La lezione di Wimbledon

Giocare a Wimbledon, in particolare sul campo centrale, significa entrare nell’Olimpo degli Dèi di questo sport. Dal 1877 fino al 1909 il torneo è stato appannaggio esclusivo degli indigeni: arrivava in finale e regolarmente vinceva un suddito di Sua Maestà. Poi le cose hanno cominciato a cambiare e nell’albo d’oro della manifestazione oggi figurano statunitensi, australiani e francesi.
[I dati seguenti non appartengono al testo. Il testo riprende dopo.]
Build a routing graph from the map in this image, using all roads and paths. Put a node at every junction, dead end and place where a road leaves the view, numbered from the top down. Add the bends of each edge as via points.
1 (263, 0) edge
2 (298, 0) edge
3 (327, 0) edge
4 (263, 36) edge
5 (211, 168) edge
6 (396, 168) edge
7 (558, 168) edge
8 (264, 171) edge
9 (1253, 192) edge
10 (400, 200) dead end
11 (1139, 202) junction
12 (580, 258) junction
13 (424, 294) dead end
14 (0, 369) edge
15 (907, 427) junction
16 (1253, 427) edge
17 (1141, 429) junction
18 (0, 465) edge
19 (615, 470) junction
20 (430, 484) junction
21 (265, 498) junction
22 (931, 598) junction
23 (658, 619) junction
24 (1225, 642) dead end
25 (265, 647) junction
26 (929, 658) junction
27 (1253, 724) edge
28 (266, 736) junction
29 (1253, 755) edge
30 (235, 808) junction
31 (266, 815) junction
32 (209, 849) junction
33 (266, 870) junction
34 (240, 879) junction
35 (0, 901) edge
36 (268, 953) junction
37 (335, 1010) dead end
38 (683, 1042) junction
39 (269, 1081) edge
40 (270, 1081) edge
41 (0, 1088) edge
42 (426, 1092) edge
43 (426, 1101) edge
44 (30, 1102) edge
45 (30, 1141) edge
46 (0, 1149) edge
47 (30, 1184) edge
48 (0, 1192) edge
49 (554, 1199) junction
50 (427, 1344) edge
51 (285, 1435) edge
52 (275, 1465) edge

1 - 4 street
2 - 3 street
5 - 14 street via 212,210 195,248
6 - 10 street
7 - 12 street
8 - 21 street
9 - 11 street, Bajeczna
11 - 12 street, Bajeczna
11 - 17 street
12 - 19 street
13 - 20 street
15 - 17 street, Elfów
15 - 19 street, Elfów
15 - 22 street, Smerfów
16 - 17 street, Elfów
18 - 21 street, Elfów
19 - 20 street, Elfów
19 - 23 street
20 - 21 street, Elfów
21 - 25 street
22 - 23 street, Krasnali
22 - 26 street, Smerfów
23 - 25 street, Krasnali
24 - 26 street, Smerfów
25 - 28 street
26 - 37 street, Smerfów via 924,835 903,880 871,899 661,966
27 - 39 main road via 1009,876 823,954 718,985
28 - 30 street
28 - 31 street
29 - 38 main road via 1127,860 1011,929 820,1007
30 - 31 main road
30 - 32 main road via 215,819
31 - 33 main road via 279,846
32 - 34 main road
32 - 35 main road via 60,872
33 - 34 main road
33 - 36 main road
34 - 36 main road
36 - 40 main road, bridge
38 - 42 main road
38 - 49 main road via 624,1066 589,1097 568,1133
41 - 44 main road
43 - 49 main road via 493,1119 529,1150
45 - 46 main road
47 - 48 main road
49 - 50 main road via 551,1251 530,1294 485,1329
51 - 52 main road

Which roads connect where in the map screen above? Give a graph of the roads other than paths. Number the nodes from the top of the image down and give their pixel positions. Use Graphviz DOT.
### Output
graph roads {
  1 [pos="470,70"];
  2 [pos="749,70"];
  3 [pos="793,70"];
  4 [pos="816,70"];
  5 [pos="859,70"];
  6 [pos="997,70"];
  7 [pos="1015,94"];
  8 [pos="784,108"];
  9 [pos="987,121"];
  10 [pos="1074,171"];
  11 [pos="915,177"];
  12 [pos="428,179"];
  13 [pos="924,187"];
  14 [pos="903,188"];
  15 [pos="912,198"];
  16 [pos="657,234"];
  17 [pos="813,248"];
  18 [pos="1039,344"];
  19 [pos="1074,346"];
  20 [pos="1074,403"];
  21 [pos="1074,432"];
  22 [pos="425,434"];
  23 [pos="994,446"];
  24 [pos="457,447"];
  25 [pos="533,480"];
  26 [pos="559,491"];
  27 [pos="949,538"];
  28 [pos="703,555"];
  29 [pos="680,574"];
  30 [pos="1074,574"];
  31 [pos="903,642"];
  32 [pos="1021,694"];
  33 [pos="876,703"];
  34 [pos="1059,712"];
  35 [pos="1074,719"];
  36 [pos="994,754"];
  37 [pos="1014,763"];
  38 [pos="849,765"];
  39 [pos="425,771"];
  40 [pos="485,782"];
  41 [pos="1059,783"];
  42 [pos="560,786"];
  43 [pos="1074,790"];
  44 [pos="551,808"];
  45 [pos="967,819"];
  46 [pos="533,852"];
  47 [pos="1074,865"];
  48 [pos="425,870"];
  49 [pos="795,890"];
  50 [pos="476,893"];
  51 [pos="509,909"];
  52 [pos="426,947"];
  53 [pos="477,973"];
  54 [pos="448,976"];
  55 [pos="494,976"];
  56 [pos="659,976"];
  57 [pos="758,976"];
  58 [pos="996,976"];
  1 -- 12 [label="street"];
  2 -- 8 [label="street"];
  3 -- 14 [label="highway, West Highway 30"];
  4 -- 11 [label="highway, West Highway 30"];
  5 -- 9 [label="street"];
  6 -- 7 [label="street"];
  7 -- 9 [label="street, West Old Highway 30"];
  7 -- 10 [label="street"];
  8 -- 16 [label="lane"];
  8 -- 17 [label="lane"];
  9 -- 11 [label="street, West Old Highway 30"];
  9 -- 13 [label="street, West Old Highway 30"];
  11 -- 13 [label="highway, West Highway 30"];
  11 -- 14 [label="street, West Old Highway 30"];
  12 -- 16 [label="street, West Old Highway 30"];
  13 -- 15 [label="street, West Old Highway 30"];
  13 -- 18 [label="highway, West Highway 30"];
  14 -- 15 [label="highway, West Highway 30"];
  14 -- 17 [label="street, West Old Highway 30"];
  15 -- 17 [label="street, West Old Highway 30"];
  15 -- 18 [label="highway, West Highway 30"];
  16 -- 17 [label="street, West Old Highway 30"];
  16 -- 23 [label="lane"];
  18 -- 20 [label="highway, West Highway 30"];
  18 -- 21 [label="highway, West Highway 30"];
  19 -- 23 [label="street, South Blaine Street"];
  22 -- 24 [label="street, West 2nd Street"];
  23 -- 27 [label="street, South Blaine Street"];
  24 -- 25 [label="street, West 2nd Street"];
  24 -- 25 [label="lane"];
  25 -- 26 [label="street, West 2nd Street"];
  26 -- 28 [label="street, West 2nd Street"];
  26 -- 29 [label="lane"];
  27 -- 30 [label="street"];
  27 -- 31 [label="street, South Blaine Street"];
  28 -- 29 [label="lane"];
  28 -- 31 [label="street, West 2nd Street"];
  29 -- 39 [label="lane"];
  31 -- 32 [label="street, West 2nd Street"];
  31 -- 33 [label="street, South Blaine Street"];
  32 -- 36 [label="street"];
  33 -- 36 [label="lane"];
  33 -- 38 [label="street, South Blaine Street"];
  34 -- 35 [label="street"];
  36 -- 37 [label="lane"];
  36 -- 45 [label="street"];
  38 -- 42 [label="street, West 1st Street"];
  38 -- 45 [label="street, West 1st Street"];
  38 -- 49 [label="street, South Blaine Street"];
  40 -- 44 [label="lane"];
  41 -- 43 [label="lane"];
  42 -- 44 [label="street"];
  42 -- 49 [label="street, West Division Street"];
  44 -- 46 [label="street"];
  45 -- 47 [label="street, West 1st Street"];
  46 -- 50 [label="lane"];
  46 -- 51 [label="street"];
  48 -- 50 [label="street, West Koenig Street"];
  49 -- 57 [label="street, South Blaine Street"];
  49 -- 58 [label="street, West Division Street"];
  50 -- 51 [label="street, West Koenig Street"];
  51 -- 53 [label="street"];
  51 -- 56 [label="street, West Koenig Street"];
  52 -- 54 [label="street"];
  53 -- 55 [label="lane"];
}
E, fatto salvo il dominio dal 1934 al 1936 di Fred Perry (sì, quello delle magliette), abbiamo dovuto aspettare il 2013 per imbatterci di nuovo in un altro vincitore “born in UK” (per la cronaca, il pur valido Andy Murray). Conta qualcosa? Per gli inglesi certamente sì. Per il valore intrinseco del torneo, assolutamente no. Non è la nazionalità del vincitore che fa la differenza, ma la qualità del gioco che Wimbledon esprime. Sono i campioni che vi hanno partecipato a rendere questo torneo il più bello, spettacolare e seguito al mondo, non che l’abbia vinto un campione di casa. Questo concetto dovrebbe far riflettere la nostra imprenditoria. I presupposti affinché l’Italia sia la Wimbledon globale ci sono tutti, facciamo entrare in campo i campioni.